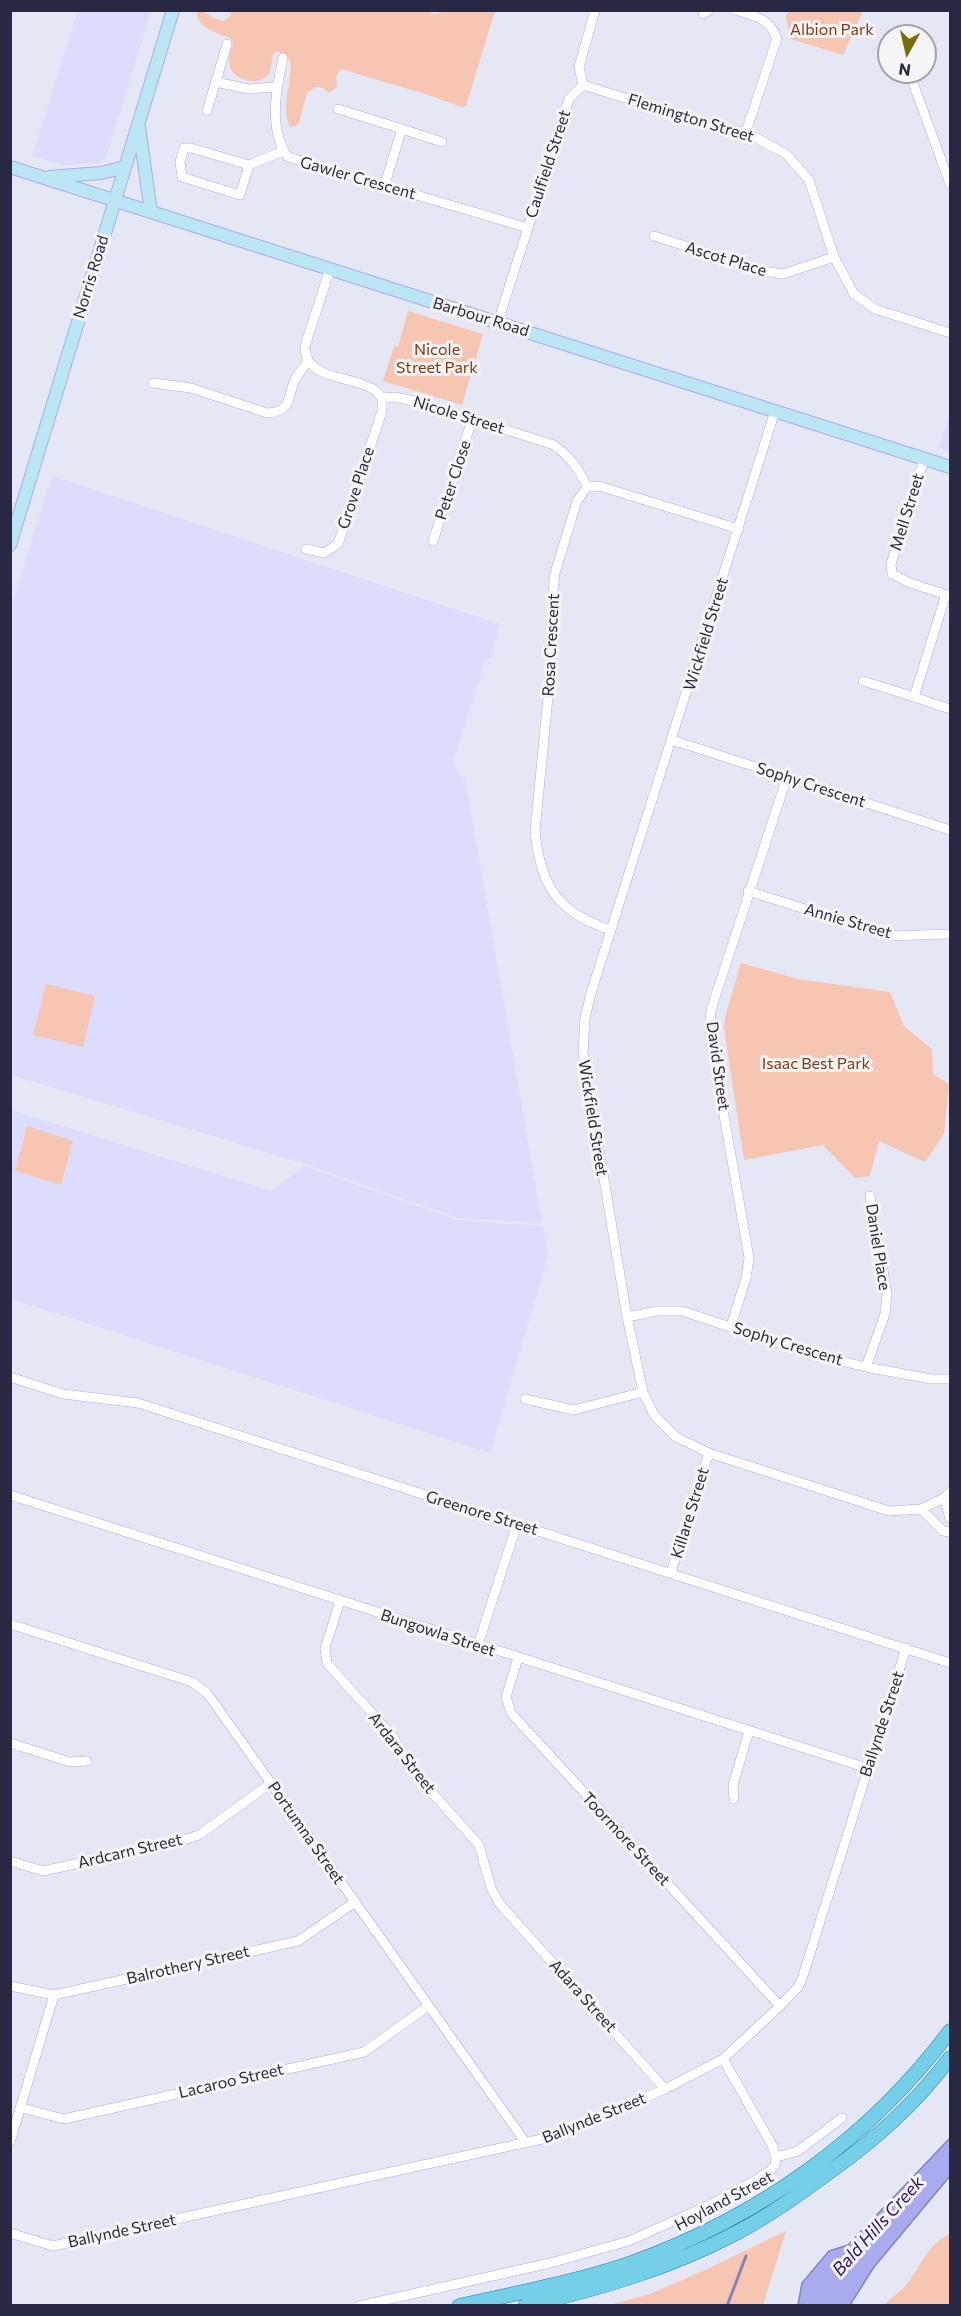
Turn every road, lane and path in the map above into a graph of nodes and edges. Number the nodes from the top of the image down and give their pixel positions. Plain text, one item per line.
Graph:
1 (173, 10) edge
2 (595, 10) edge
3 (735, 10) edge
4 (227, 44) dead end
5 (283, 58) dead end
6 (216, 82) junction
7 (914, 84) edge
8 (583, 85) junction
9 (277, 87) junction
10 (338, 109) dead end
11 (207, 111) dead end
12 (138, 124) junction
13 (402, 129) junction
14 (746, 132) junction
15 (442, 142) dead end
16 (283, 151) junction
17 (249, 165) junction
18 (10, 167) edge
19 (125, 167) junction
20 (42, 177) junction
21 (951, 184) edge
22 (384, 187) junction
23 (115, 200) junction
24 (151, 212) junction
25 (528, 228) junction
26 (654, 236) dead end
27 (834, 257) junction
28 (330, 269) junction
29 (498, 322) junction
30 (951, 333) edge
31 (308, 362) junction
32 (153, 383) dead end
33 (382, 398) junction
34 (775, 411) junction
35 (472, 420) junction
36 (924, 459) junction
37 (951, 467) edge
38 (587, 488) junction
39 (739, 529) junction
40 (434, 541) dead end
41 (10, 544) edge
42 (306, 549) dead end
43 (948, 595) edge
44 (863, 681) dead end
45 (914, 697) junction
46 (951, 710) edge
47 (672, 740) junction
48 (787, 777) junction
49 (951, 830) edge
50 (748, 891) junction
51 (611, 930) junction
52 (951, 934) edge
53 (870, 1196) dead end
54 (627, 1317) junction
55 (731, 1326) junction
56 (866, 1367) junction
57 (10, 1377) edge
58 (951, 1379) edge
59 (643, 1392) junction
60 (525, 1399) dead end
61 (709, 1453) junction
62 (10, 1495) edge
63 (947, 1495) edge
64 (921, 1509) junction
65 (951, 1518) edge
66 (517, 1524) junction
67 (951, 1532) edge
68 (671, 1573) junction
69 (340, 1601) junction
70 (10, 1624) edge
71 (478, 1645) junction
72 (906, 1648) junction
73 (518, 1658) junction
74 (951, 1663) edge
75 (749, 1731) junction
76 (10, 1743) edge
77 (87, 1761) dead end
78 (867, 1768) junction
79 (271, 1783) junction
80 (734, 1799) dead end
81 (10, 1861) edge
82 (355, 1902) junction
83 (499, 1903) joint
84 (10, 1986) edge
85 (54, 1995) junction
86 (428, 2006) junction
87 (780, 2006) junction
88 (951, 2031) edge
89 (951, 2058) edge
90 (723, 2059) junction
91 (665, 2089) junction
92 (22, 2108) junction
93 (842, 2118) dead end
94 (10, 2142) edge
95 (526, 2143) junction
96 (776, 2157) junction
97 (10, 2233) edge
98 (359, 2306) edge
99 (459, 2306) edge
100 (525, 2306) edge

1 - 12 street, Norris Road
2 - 8 street
3 - 14 street
4 - 6 street
5 - 9 street, Gawler Crescent
6 - 9 street
6 - 11 street
7 - 21 street
8 - 14 street, Flemington Street
8 - 25 street, Caulfield Street
9 - 16 street, Gawler Crescent
10 - 13 street
12 - 19 street, Norris Road
12 - 24 street
13 - 15 street
13 - 22 street
14 - 27 street, Flemington Street
16 - 17 street
16 - 22 street, Gawler Crescent
17 - 17 street
18 - 20 street, Barbour Road
19 - 20 street
19 - 23 street, Norris Road
20 - 23 street, Barbour Road
22 - 25 street, Gawler Crescent
23 - 24 street, Barbour Road
23 - 41 street, Norris Road
24 - 28 street, Barbour Road
25 - 29 street, Caulfield Street
26 - 27 street, Ascot Place
27 - 30 street, Flemington Street
28 - 29 street, Barbour Road
28 - 31 street
29 - 34 street, Barbour Road
31 - 32 street
31 - 33 street, Nicole Street
33 - 35 street, Nicole Street
33 - 42 street, Grove Place
34 - 36 street, Barbour Road
34 - 39 street, Wickfield Street
35 - 38 street, Nicole Street
35 - 40 street, Peter Close
36 - 37 street, Barbour Road
36 - 43 street, Mell Street
38 - 39 street
38 - 51 street, Rosa Crescent
39 - 47 street, Wickfield Street
43 - 45 street
44 - 45 street
45 - 46 street
47 - 48 street, Sophy Crescent
47 - 51 street, Wickfield Street
48 - 49 street, Sophy Crescent
48 - 50 street, David Street
50 - 52 street, Annie Street
50 - 55 street, David Street
51 - 54 street, Wickfield Street
53 - 56 street, Daniel Place
54 - 55 street, Sophy Crescent
54 - 59 street, Wickfield Street
55 - 56 street, Sophy Crescent
56 - 58 street, Sophy Crescent
57 - 66 street, Greenore Street
59 - 60 street
59 - 61 street, Wickfield Street
61 - 64 street, Wickfield Street
61 - 68 street, Killare Street
62 - 69 street, Bungowla Street
63 - 64 street, Wickfield Street
63 - 65 street, Wickfield Street
64 - 67 street
66 - 68 street, Greenore Street
66 - 71 street
68 - 72 street, Greenore Street
69 - 71 street, Bungowla Street
69 - 83 street, Ardara Street
70 - 79 street, Portumna Street
71 - 73 street, Bungowla Street
72 - 74 street, Greenore Street
72 - 78 street, Ballynde Street
73 - 75 street, Bungowla Street
73 - 87 street, Toormore Street
75 - 78 street, Bungowla Street
75 - 80 street
76 - 77 street
78 - 87 street, Ballynde Street
79 - 81 street, Ardcarn Street
79 - 82 street, Portumna Street
82 - 85 street, Balrothery Street
82 - 86 street, Portumna Street
83 - 91 street, Adara Street
84 - 85 street, Balrothery Street
85 - 92 street
86 - 92 street, Lacaroo Street
86 - 95 street, Portumna Street
87 - 90 street, Ballynde Street
88 - 99 main road, Hoyland Street
89 - 100 main road, Hoyland Street
90 - 91 street, Ballynde Street
90 - 96 street
91 - 95 street, Ballynde Street
92 - 94 street
93 - 96 street, Hoyland Street
95 - 97 street, Ballynde Street
96 - 98 street, Hoyland Street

• • • • •

Print every entry exactly as written, without the pictures.

**ANSWER BOX:**
Turn every road, lane and path in the map above into a graph of nodes and edges. Number the nodes from the top of the image down and give their pixel positions. Plain text, one item per line.
Graph:
1 (173, 10) edge
2 (595, 10) edge
3 (735, 10) edge
4 (227, 44) dead end
5 (283, 58) dead end
6 (216, 82) junction
7 (914, 84) edge
8 (583, 85) junction
9 (277, 87) junction
10 (338, 109) dead end
11 (207, 111) dead end
12 (138, 124) junction
13 (402, 129) junction
14 (746, 132) junction
15 (442, 142) dead end
16 (283, 151) junction
17 (249, 165) junction
18 (10, 167) edge
19 (125, 167) junction
20 (42, 177) junction
21 (951, 184) edge
22 (384, 187) junction
23 (115, 200) junction
24 (151, 212) junction
25 (528, 228) junction
26 (654, 236) dead end
27 (834, 257) junction
28 (330, 269) junction
29 (498, 322) junction
30 (951, 333) edge
31 (308, 362) junction
32 (153, 383) dead end
33 (382, 398) junction
34 (775, 411) junction
35 (472, 420) junction
36 (924, 459) junction
37 (951, 467) edge
38 (587, 488) junction
39 (739, 529) junction
40 (434, 541) dead end
41 (10, 544) edge
42 (306, 549) dead end
43 (948, 595) edge
44 (863, 681) dead end
45 (914, 697) junction
46 (951, 710) edge
47 (672, 740) junction
48 (787, 777) junction
49 (951, 830) edge
50 (748, 891) junction
51 (611, 930) junction
52 (951, 934) edge
53 (870, 1196) dead end
54 (627, 1317) junction
55 (731, 1326) junction
56 (866, 1367) junction
57 (10, 1377) edge
58 (951, 1379) edge
59 (643, 1392) junction
60 (525, 1399) dead end
61 (709, 1453) junction
62 (10, 1495) edge
63 (947, 1495) edge
64 (921, 1509) junction
65 (951, 1518) edge
66 (517, 1524) junction
67 (951, 1532) edge
68 (671, 1573) junction
69 (340, 1601) junction
70 (10, 1624) edge
71 (478, 1645) junction
72 (906, 1648) junction
73 (518, 1658) junction
74 (951, 1663) edge
75 (749, 1731) junction
76 (10, 1743) edge
77 (87, 1761) dead end
78 (867, 1768) junction
79 (271, 1783) junction
80 (734, 1799) dead end
81 (10, 1861) edge
82 (355, 1902) junction
83 (499, 1903) joint
84 (10, 1986) edge
85 (54, 1995) junction
86 (428, 2006) junction
87 (780, 2006) junction
88 (951, 2031) edge
89 (951, 2058) edge
90 (723, 2059) junction
91 (665, 2089) junction
92 (22, 2108) junction
93 (842, 2118) dead end
94 (10, 2142) edge
95 (526, 2143) junction
96 (776, 2157) junction
97 (10, 2233) edge
98 (359, 2306) edge
99 (459, 2306) edge
100 (525, 2306) edge

1 - 12 street, Norris Road
2 - 8 street
3 - 14 street
4 - 6 street
5 - 9 street, Gawler Crescent
6 - 9 street
6 - 11 street
7 - 21 street
8 - 14 street, Flemington Street
8 - 25 street, Caulfield Street
9 - 16 street, Gawler Crescent
10 - 13 street
12 - 19 street, Norris Road
12 - 24 street
13 - 15 street
13 - 22 street
14 - 27 street, Flemington Street
16 - 17 street
16 - 22 street, Gawler Crescent
17 - 17 street
18 - 20 street, Barbour Road
19 - 20 street
19 - 23 street, Norris Road
20 - 23 street, Barbour Road
22 - 25 street, Gawler Crescent
23 - 24 street, Barbour Road
23 - 41 street, Norris Road
24 - 28 street, Barbour Road
25 - 29 street, Caulfield Street
26 - 27 street, Ascot Place
27 - 30 street, Flemington Street
28 - 29 street, Barbour Road
28 - 31 street
29 - 34 street, Barbour Road
31 - 32 street
31 - 33 street, Nicole Street
33 - 35 street, Nicole Street
33 - 42 street, Grove Place
34 - 36 street, Barbour Road
34 - 39 street, Wickfield Street
35 - 38 street, Nicole Street
35 - 40 street, Peter Close
36 - 37 street, Barbour Road
36 - 43 street, Mell Street
38 - 39 street
38 - 51 street, Rosa Crescent
39 - 47 street, Wickfield Street
43 - 45 street
44 - 45 street
45 - 46 street
47 - 48 street, Sophy Crescent
47 - 51 street, Wickfield Street
48 - 49 street, Sophy Crescent
48 - 50 street, David Street
50 - 52 street, Annie Street
50 - 55 street, David Street
51 - 54 street, Wickfield Street
53 - 56 street, Daniel Place
54 - 55 street, Sophy Crescent
54 - 59 street, Wickfield Street
55 - 56 street, Sophy Crescent
56 - 58 street, Sophy Crescent
57 - 66 street, Greenore Street
59 - 60 street
59 - 61 street, Wickfield Street
61 - 64 street, Wickfield Street
61 - 68 street, Killare Street
62 - 69 street, Bungowla Street
63 - 64 street, Wickfield Street
63 - 65 street, Wickfield Street
64 - 67 street
66 - 68 street, Greenore Street
66 - 71 street
68 - 72 street, Greenore Street
69 - 71 street, Bungowla Street
69 - 83 street, Ardara Street
70 - 79 street, Portumna Street
71 - 73 street, Bungowla Street
72 - 74 street, Greenore Street
72 - 78 street, Ballynde Street
73 - 75 street, Bungowla Street
73 - 87 street, Toormore Street
75 - 78 street, Bungowla Street
75 - 80 street
76 - 77 street
78 - 87 street, Ballynde Street
79 - 81 street, Ardcarn Street
79 - 82 street, Portumna Street
82 - 85 street, Balrothery Street
82 - 86 street, Portumna Street
83 - 91 street, Adara Street
84 - 85 street, Balrothery Street
85 - 92 street
86 - 92 street, Lacaroo Street
86 - 95 street, Portumna Street
87 - 90 street, Ballynde Street
88 - 99 main road, Hoyland Street
89 - 100 main road, Hoyland Street
90 - 91 street, Ballynde Street
90 - 96 street
91 - 95 street, Ballynde Street
92 - 94 street
93 - 96 street, Hoyland Street
95 - 97 street, Ballynde Street
96 - 98 street, Hoyland Street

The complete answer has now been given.